Yep, it is the one. I just looked on Google Earth to make sure.


----------



## Salmonid (Apr 14, 2004)

A word of warning, Paint creek after you leave the spillway area has very little if any public access,best if done by a boat. The locals all carry large guns and are accompanied by Junk Yard dogs... ( from the 2 different spots I was "escorted off of" over the last 15 years) Seriously....  

Come to think of it, I have been escorted off of about every stream in southern Ohio at one time or another, Deer, Little Miami, Mad, Stillwater, Greenville, Massies,Todds,O'Banyon,Sunfish, Ohio Brush, Scioto Brush, Hocking, Clear, Clear Fork, Eagle, White Oak, Scioto,Rattlesnake, Twin, Indian, 4 mile, 7 mile and the list goes on and on...Those are just the ones I remember off the top of my head 

Salmonid


----------



## River Dweller20 (May 24, 2005)

Well, I just stay right by the spillway, fishing from bank of course. I'm just concerned about the best flow.

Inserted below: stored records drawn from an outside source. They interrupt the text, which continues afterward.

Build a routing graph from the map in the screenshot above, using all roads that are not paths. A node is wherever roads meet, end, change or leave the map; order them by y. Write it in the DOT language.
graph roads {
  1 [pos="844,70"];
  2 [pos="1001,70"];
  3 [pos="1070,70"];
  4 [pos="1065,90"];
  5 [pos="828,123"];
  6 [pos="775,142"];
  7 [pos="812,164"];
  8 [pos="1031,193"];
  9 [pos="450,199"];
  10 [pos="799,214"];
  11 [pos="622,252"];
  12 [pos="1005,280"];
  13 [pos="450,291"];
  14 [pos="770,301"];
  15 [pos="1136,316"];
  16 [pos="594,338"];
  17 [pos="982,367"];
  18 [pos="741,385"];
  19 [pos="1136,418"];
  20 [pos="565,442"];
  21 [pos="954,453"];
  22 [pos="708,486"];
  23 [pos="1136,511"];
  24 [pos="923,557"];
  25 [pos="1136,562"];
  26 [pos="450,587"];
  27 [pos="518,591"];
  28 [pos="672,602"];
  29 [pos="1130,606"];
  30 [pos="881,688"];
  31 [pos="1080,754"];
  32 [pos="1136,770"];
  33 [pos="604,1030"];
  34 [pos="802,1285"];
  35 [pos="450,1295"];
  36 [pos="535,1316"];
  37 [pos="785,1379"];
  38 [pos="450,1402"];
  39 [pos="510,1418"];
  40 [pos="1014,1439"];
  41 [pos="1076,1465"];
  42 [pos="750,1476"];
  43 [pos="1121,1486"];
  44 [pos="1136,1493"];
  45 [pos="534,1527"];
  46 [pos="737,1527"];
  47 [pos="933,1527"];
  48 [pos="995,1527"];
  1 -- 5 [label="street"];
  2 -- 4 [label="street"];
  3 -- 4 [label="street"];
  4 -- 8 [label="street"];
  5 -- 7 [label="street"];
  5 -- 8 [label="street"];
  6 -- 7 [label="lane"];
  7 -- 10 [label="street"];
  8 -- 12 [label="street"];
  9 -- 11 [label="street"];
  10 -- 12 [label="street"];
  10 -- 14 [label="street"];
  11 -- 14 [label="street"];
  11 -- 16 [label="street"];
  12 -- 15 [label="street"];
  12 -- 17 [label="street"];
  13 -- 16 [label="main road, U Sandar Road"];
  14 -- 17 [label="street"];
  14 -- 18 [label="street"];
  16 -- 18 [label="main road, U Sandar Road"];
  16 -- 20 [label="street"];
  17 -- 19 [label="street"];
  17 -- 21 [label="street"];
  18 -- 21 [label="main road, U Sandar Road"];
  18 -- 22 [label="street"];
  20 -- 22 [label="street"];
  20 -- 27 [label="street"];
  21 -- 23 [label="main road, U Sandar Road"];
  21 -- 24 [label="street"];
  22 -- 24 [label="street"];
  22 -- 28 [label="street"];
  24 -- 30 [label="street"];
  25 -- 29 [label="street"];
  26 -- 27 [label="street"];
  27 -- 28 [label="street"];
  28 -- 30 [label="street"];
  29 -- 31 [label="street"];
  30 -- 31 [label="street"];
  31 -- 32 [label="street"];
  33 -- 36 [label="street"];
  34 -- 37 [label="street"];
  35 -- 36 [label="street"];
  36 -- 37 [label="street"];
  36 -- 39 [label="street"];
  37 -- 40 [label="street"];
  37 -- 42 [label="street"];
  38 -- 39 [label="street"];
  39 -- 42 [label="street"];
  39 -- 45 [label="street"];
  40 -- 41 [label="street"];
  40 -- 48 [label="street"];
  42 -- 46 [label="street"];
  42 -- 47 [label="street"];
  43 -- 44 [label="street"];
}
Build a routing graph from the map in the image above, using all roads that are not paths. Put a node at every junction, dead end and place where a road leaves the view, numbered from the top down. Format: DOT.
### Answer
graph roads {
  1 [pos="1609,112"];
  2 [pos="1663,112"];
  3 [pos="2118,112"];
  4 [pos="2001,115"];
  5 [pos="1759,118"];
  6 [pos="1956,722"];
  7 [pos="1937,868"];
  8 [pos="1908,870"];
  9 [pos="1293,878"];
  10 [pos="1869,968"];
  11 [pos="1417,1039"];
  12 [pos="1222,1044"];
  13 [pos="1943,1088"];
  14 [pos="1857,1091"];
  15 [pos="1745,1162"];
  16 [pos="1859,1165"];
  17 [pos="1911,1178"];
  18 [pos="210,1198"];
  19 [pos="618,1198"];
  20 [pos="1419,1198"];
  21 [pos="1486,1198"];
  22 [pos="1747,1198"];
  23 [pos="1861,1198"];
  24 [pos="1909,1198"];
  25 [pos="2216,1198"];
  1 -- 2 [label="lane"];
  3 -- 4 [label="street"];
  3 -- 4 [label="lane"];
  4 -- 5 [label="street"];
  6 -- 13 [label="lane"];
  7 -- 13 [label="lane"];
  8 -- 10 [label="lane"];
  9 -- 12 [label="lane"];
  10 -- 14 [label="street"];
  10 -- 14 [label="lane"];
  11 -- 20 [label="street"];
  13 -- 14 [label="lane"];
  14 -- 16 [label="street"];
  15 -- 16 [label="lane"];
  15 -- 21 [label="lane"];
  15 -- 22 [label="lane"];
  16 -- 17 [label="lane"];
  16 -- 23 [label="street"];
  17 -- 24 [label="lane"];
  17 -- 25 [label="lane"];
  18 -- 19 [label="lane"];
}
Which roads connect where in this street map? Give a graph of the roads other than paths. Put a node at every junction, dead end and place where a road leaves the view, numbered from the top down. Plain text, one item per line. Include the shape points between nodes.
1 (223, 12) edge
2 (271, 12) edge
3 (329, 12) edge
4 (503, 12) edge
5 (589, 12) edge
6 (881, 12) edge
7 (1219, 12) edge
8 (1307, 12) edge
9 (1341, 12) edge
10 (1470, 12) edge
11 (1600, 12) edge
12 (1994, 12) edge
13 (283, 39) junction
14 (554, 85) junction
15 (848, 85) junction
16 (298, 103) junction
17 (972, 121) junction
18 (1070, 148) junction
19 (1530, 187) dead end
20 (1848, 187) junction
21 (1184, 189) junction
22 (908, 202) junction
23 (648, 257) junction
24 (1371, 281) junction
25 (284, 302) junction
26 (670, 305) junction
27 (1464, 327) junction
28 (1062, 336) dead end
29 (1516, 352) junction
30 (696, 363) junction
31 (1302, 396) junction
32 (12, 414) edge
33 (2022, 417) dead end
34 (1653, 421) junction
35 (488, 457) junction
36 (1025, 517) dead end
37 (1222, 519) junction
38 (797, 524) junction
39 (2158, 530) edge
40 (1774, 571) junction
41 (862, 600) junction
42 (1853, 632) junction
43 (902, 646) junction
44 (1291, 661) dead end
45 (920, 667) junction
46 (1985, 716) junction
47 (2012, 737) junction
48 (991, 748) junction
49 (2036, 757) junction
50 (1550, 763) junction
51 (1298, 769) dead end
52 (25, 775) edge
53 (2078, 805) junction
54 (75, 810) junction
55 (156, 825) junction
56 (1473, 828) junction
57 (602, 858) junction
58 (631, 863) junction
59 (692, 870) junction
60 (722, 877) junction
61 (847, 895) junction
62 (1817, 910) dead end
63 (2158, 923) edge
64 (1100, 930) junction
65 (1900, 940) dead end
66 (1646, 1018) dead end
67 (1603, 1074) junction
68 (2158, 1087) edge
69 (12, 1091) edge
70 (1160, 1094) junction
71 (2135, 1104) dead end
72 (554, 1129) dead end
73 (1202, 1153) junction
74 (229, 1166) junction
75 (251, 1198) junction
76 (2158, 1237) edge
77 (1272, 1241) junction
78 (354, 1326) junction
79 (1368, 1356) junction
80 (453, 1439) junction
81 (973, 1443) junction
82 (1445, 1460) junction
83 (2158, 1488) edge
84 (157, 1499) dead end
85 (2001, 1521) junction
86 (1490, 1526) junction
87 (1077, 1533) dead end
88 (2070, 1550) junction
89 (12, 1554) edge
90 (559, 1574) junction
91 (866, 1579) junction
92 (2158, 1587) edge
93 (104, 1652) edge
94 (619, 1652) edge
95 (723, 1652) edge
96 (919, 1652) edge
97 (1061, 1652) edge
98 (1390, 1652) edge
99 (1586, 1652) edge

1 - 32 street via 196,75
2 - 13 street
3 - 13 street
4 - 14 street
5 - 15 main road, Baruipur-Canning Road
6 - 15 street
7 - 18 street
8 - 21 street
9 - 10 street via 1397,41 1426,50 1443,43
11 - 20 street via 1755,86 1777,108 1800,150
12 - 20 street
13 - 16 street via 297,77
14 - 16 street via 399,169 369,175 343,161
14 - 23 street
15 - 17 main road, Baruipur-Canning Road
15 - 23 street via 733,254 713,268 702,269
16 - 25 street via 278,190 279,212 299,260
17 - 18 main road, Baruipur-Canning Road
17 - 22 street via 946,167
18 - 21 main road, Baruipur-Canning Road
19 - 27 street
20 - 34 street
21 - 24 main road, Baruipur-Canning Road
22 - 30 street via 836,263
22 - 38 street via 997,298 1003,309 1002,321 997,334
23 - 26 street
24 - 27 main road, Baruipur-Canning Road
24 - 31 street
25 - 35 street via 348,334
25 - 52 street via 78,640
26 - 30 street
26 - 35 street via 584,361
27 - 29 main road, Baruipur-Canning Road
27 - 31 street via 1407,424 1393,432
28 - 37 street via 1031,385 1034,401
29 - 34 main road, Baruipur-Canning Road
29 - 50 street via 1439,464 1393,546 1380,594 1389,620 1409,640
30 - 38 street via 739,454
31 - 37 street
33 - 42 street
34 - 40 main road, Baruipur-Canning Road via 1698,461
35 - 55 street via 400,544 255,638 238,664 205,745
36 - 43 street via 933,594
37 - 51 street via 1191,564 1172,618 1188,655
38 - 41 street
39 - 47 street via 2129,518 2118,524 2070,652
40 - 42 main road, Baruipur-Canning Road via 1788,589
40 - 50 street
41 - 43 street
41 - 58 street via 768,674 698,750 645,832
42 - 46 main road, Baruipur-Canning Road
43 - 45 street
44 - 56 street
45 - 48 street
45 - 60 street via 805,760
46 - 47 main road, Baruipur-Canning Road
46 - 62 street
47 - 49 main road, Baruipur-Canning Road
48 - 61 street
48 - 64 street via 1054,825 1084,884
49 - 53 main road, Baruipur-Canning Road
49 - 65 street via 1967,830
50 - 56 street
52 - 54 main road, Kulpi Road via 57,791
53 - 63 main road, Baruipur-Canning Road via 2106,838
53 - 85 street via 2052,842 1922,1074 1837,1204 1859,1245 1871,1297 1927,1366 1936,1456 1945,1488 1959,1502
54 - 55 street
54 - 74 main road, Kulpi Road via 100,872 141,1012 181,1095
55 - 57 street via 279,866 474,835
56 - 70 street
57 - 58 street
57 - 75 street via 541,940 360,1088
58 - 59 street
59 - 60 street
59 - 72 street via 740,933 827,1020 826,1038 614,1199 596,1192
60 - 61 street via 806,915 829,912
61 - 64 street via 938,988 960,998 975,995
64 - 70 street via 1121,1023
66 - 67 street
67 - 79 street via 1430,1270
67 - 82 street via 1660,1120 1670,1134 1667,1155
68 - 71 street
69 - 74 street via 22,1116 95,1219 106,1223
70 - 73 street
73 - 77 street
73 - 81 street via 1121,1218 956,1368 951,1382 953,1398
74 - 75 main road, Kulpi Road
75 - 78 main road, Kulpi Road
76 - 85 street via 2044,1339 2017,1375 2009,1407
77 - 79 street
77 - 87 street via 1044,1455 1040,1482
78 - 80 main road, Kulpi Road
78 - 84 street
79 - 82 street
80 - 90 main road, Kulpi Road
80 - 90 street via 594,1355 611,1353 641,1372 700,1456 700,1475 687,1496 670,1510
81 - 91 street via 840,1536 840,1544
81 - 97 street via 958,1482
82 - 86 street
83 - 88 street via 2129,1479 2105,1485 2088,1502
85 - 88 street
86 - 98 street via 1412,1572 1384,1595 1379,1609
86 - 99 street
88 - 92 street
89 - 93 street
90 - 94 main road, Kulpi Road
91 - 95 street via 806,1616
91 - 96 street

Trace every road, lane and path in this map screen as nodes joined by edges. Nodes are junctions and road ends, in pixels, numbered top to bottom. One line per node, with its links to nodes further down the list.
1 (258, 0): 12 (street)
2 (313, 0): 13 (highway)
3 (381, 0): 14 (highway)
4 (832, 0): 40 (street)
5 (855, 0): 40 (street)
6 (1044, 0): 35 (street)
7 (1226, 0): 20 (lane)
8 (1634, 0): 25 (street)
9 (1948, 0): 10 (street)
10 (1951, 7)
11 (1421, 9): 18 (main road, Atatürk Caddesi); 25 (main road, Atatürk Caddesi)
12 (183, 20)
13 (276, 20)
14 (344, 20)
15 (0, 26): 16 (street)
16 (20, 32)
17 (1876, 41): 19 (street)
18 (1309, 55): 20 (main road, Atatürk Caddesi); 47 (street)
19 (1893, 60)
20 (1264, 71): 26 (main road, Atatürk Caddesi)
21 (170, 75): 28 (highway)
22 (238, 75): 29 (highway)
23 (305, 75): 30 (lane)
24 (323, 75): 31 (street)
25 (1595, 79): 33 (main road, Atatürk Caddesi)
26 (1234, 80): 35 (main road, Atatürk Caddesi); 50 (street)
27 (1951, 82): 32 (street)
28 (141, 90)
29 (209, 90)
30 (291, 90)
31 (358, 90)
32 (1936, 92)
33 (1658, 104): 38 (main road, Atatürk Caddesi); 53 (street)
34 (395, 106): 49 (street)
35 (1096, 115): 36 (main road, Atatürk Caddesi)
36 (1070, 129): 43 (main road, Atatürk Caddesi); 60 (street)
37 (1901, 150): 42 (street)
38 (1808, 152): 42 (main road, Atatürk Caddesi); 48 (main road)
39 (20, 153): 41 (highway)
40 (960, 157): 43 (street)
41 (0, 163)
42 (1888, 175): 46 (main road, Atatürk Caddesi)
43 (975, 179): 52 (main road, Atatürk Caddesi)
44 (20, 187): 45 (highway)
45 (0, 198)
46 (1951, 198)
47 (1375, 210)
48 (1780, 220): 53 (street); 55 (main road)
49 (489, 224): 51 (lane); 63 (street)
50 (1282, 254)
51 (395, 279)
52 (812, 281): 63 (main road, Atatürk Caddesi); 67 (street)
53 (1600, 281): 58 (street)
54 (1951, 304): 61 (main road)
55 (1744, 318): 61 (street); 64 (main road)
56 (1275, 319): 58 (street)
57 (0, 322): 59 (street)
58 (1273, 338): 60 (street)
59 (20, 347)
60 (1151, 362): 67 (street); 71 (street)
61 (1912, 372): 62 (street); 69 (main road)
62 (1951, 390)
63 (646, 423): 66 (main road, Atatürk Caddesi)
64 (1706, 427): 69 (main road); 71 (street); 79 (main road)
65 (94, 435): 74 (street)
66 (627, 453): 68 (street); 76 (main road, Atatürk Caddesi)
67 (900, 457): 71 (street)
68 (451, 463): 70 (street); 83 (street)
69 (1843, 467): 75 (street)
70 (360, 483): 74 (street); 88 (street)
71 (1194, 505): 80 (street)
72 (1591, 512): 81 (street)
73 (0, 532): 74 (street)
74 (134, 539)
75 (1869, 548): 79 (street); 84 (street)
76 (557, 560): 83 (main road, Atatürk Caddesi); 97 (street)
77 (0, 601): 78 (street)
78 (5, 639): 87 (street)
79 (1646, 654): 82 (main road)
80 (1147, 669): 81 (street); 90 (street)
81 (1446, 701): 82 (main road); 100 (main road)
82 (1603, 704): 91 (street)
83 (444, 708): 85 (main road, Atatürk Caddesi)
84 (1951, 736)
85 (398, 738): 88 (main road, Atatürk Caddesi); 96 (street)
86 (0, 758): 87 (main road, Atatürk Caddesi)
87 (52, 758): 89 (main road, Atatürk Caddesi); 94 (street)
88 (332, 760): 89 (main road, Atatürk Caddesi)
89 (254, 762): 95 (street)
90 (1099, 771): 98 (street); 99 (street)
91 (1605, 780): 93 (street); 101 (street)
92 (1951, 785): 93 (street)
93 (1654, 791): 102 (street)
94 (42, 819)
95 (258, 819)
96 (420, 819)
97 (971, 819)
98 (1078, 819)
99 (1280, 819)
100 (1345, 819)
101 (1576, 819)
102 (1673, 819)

I can check the flow before I go and save me a trip if it is too high.


----------



## DavidT (Feb 3, 2006)

I'm one of those locals who doesn't like people with no respect for private property. Paint Creek is in my back yard, a mile or so downstream from the dam. I like to sit on my rocker, playin' guitar with my shotgun propped against a tree and watch the targets... er... kayakers go by.
It'd be hard to gauge how the fishing is from reading the flow. In general, the creek is fairly clear when it's low and looks like cafe latte when it's up. If you can catch it at the beginning of a rise, that's about the best time to catch saugeyes at the spillway. Other than that, it's better when it's on the low side rather than high.


----------



## Guest (Mar 16, 2006)

The best flow to fish is probably between 500-700 cfs. I fish down there off and on and the bite is a very hit or miss thing. They usually are on fire or not biting at all. If you get there then be there early before daylight becasue this place fills up FAST with trash.


----------



## Lewzer (Apr 5, 2004)

Didn't know Paint Creek was that close to Bainbridge DavidT.


----------



## DavidT (Feb 3, 2006)

Lewzer said:


> Didn't know Paint Creek was that close to Bainbridge DavidT.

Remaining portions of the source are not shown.